Auto Lending Activity Moving Towards Pre-Recession Highs
After experiencing monthly market shares ranging from 18% to 24% just prior to the recession, credit union auto loan programs may be returning to those record figures.
That’s according to a new white paper, “Successful Indirect Auto Lending Programs Build on Credit Union Strengths in Relationship and Portfolio Management,” from CU Direct Corp.
The lending services CUSO found that once automotive lending started to recover in 2010 and 2011, with finance companies, captives and banks re-entering the automotive lending market, credit union auto loan market share began to return to more normal, pre-2008 levels of 17% to 18%.
Nationally, auto loans accounted for 29% of credit union loans outstanding which represented $166 billion in the third quarter of 2011, CU Direct said citing data from Callahan & Associates.
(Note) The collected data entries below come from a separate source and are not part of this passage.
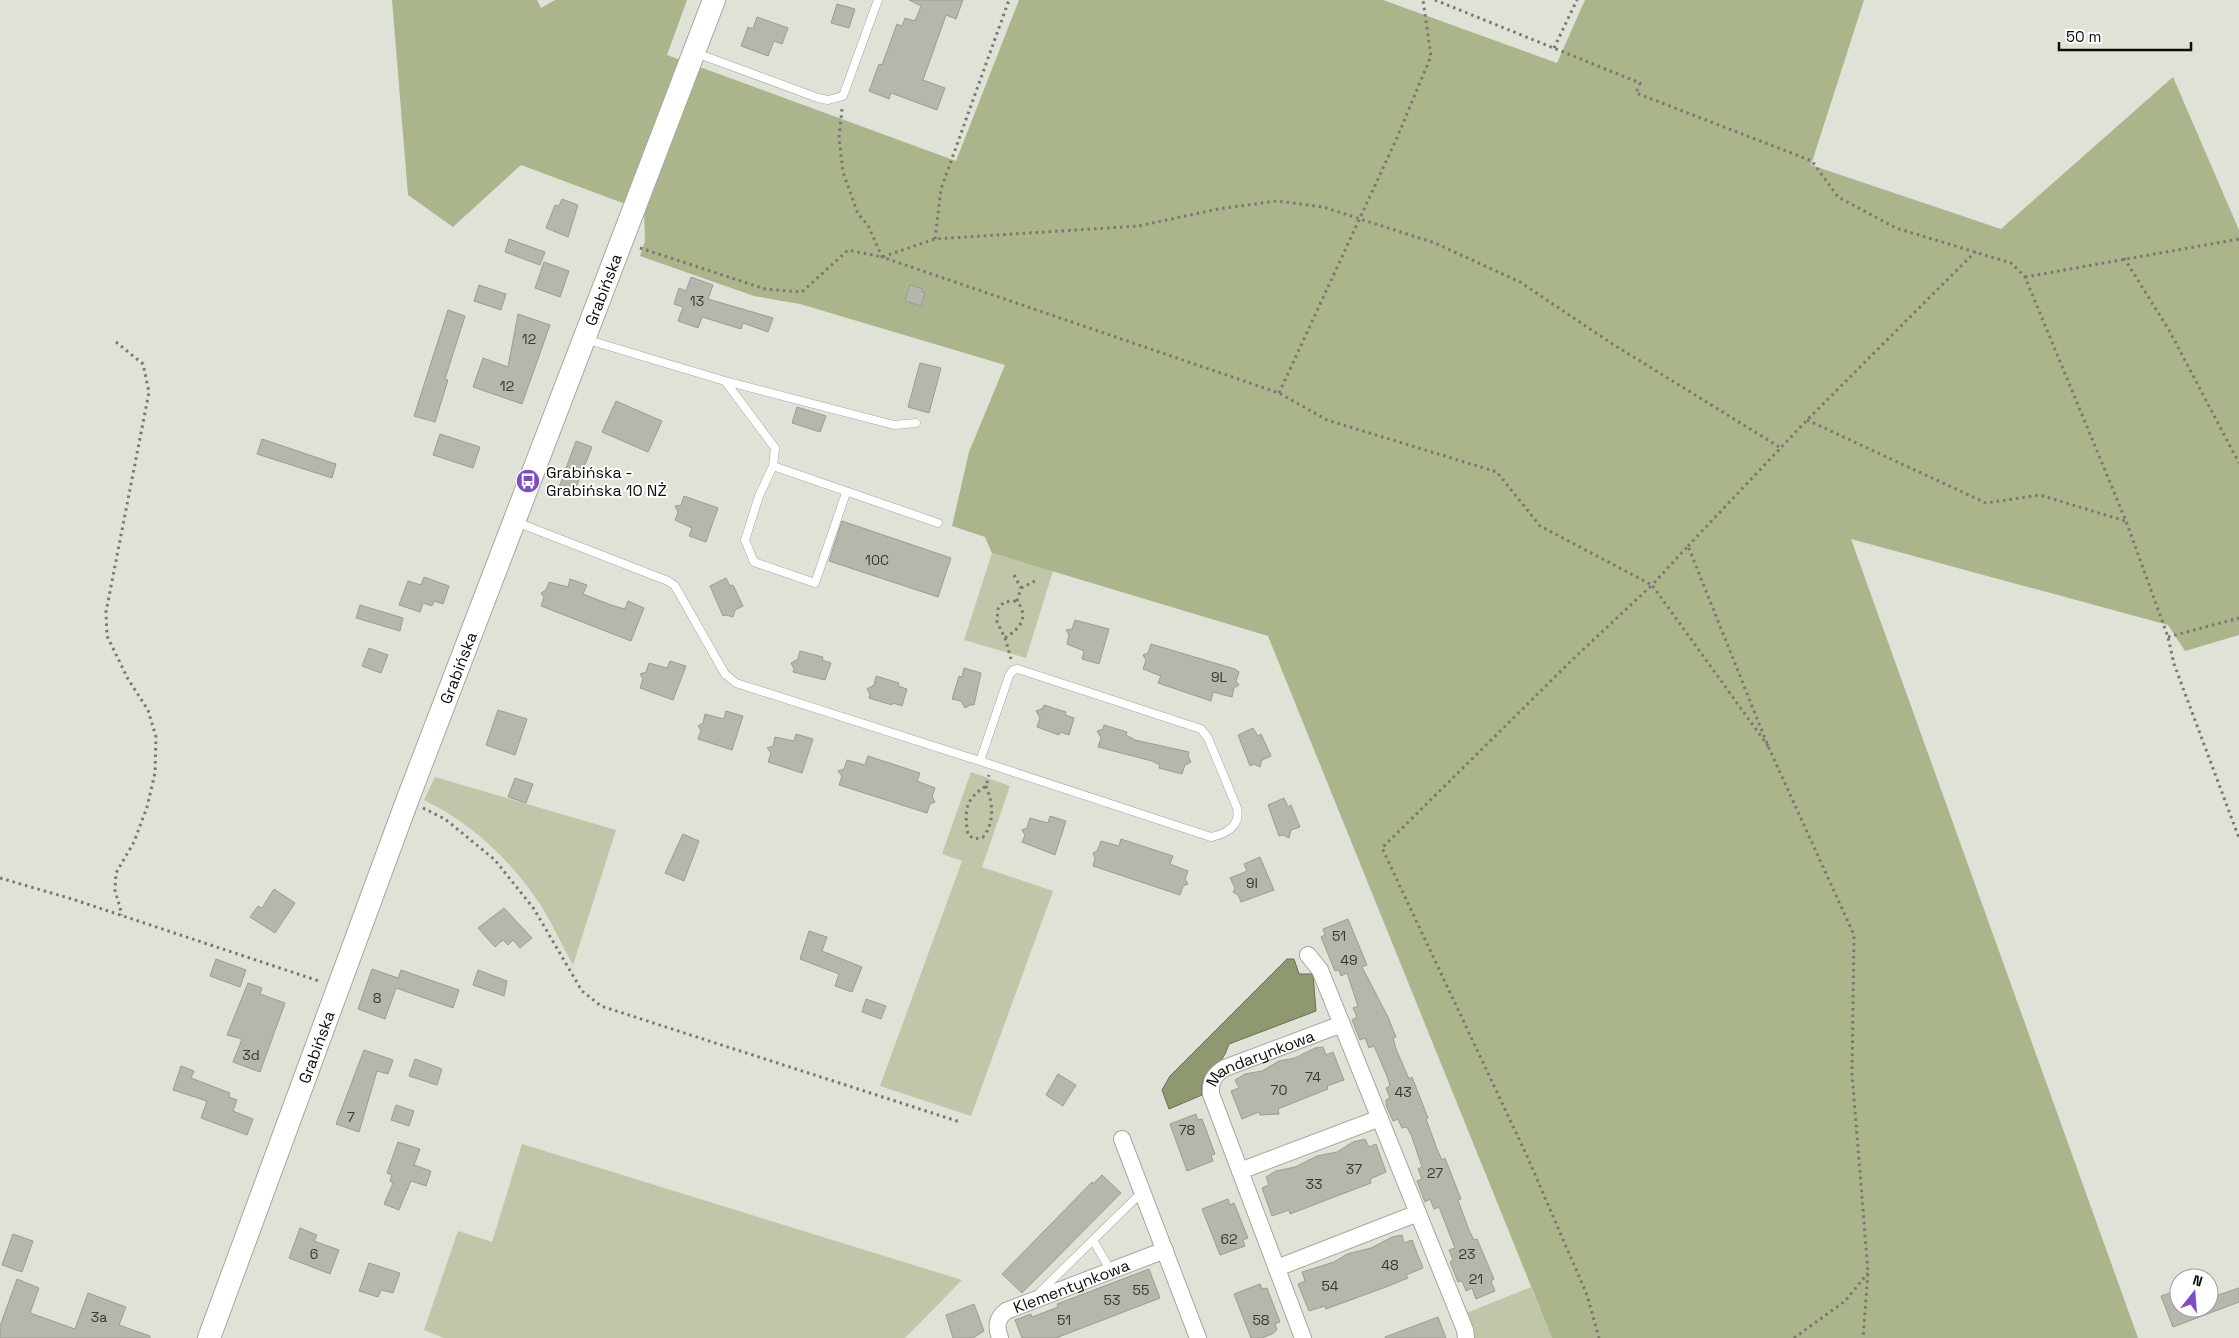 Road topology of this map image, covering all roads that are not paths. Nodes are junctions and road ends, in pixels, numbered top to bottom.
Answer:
1 (714, 0) edge
2 (878, 0) edge
3 (695, 52) junction
4 (584, 338) junction
5 (725, 382) junction
6 (916, 423) dead end
7 (773, 466) junction
8 (846, 492) junction
9 (514, 521) junction
10 (938, 523) dead end
11 (980, 761) junction
12 (1308, 954) dead end
13 (1342, 1024) junction
14 (1380, 1118) junction
15 (1122, 1139) dead end
16 (1240, 1171) junction
17 (1142, 1192) junction
18 (1418, 1213) junction
19 (1094, 1242) junction
20 (1165, 1250) junction
21 (1277, 1268) junction
22 (1111, 1271) junction
23 (1031, 1302) junction
24 (209, 1338) edge
25 (1000, 1338) edge
26 (1198, 1338) edge
27 (1303, 1338) edge
28 (1466, 1338) edge

1 - 3 street, Grabińska
2 - 3 lane
3 - 4 street, Grabińska
4 - 5 lane
4 - 9 street, Grabińska
5 - 6 lane
5 - 7 lane
7 - 8 lane
7 - 8 lane
8 - 10 lane
9 - 11 lane
9 - 24 street, Grabińska
11 - 11 lane
12 - 13 street
13 - 14 street
13 - 16 street, Mandarynkowa
14 - 16 street
14 - 18 street
15 - 17 street
16 - 21 street, Mandarynkowa
17 - 19 lane
17 - 20 street
18 - 21 street
18 - 28 street
19 - 22 lane
19 - 23 lane
20 - 22 street, Klementynkowa
20 - 26 street
21 - 27 street, Mandarynkowa
22 - 23 street, Klementynkowa
23 - 25 street, Klementynkowa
Since the 2009 credit union indirect lending peak of $76.4 billion, indirect loan volumes have also returned to pre-2008 levels, the data showed. As of the third quarter of 2011, indirect auto loans accounted for 43% of credit union auto loans outstanding versus 37% for the same quarter of 2007.
Prior to the credit crunch of 2008-09, credit union indirect delinquencies and chargeoffs hovered near or below 1%, according to CU Direct. As unemployment climbed, the national average for credit union indirect delinquencies and chargeoffs rose between 1.34% and 1.45% and 1.36% and 1.74%, respectively.
Research from CU Direct acknowledged that some credit unions have struggled to make their indirect programs take off while others have been wary of starting them for fear that loans conducted via an external channel would be harder to control.
To address those obstacles, the white paper reminded credit unions that they have the ability and authority to enforce dealer agreements, which establish credit union lending guidelines and proper procedures to determine member eligibility.
Credit unions can also access reports that provide loan metrics at the dealer level so that they can manage and review indirect lending portfolios to make early intervention and corrections possible to ensure loan quality, according to CU Direct.